PROBLEM DESCRIPTION:
Among the lines below, some may hold the word "Kalinyamatan"; state how many do, giving only the number.

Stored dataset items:
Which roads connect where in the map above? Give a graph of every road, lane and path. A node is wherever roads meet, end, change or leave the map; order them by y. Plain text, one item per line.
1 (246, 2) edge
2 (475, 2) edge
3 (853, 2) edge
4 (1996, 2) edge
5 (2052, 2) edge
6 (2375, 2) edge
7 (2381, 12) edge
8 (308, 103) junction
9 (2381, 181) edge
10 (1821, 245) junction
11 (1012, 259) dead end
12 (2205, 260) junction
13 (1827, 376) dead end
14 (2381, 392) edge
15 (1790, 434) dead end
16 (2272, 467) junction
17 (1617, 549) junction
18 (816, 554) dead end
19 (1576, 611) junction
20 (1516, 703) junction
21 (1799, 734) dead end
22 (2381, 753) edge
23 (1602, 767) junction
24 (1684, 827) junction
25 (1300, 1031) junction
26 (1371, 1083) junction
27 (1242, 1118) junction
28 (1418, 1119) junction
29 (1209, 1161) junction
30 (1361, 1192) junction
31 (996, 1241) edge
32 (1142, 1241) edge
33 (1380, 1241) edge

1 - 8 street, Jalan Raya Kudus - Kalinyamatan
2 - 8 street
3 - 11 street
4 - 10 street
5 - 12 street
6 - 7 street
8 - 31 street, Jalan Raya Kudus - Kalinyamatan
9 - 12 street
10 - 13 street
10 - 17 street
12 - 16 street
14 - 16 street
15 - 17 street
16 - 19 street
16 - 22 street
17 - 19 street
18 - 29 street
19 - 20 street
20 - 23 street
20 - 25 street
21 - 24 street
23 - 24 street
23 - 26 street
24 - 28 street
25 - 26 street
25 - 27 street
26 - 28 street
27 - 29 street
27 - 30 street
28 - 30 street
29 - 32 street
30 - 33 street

ANSWER SECTION:
2